It’s an American Business.

Greetings, good and bad people!

If you live anywhere near Denver, Colorado I will be at the Comedy Works this Friday and Saturday, Aug. 23rd and 24th. It’s one of the great clubs so come down even if you’re not a comedy club person. This place is the real deal.

I’m on a plane coming flying back to LA from Salt Lake City. I did one night at Wiseguys, West Valley. It’s always weird in Utah. I don’t think I am projecting that. There is a very distinct feeling of being someplace remote and odd. I am not trying to be condescending. I may be projecting but one gets the feeling that everyone there has a secret of some kind and the people that aren’t part of it are outsiders.

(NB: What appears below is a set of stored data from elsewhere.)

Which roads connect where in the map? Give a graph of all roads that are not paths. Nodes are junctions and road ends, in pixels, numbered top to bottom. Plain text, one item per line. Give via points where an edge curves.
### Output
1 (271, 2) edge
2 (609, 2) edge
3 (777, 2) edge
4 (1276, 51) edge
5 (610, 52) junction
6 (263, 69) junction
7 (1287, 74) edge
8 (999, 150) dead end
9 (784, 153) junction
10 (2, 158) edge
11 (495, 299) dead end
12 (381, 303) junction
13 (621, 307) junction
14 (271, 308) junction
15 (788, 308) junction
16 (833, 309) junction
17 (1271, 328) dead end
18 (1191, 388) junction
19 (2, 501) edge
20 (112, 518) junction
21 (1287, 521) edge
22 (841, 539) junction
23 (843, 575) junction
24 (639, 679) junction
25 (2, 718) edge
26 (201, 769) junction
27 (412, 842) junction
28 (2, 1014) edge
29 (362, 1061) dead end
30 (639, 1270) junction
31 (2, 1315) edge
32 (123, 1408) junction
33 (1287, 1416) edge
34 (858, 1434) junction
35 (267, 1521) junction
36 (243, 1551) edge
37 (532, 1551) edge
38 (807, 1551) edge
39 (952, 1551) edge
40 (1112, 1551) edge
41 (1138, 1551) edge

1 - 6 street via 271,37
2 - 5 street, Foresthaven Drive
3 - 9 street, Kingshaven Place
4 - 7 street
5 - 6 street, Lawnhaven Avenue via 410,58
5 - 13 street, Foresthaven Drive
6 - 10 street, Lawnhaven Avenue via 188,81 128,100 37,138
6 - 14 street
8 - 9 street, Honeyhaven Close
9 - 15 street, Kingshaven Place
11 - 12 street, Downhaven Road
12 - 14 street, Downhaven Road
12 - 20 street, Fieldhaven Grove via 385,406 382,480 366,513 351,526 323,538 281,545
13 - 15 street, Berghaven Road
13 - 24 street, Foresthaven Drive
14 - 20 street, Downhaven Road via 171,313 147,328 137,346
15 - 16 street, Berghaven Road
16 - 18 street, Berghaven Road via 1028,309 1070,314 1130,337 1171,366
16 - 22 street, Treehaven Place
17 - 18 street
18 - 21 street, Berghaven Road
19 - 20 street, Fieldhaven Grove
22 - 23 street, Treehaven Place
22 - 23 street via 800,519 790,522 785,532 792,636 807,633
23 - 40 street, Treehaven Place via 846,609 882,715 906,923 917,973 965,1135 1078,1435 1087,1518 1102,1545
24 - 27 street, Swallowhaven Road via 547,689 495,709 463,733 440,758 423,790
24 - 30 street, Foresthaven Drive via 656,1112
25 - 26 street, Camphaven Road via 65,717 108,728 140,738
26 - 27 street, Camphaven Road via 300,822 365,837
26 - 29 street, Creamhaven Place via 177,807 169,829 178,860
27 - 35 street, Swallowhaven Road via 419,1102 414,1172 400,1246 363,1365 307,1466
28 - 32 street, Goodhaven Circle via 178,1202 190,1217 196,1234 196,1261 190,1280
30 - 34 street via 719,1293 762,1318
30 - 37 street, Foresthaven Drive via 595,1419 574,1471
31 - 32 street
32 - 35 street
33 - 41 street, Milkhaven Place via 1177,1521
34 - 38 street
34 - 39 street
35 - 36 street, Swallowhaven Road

That secret is to what degree are you Mormon. If you aren’t Mormon you are completely out of the loop, but I talked to different Mormons there. Most of the comics are Mormon. Most of the people are Mormon. For the most part Mormons are all supposed to be on the same page but clearly some are drifting and from what I hear the church isn’t quite sure what to do about that. I really don’t have too much issue with what people believe or how they do it if it is what they want to do. We all have the right to choose how we want our minds fucked and how much that is going to cost us, financially and emotionally and psychologically. Religious affiliation and spiritual community comes with a price. Sometimes it is negotiable, most of the time not so much. There is a literal price with the Mormons. How to keep that money coming in and how to keep track of who owes what is a complicated business that is done through a very organized hierarchy. It’s a big business. It’s an American business. Mormonism: Made in America. I don’t know why they don’t use that slogan.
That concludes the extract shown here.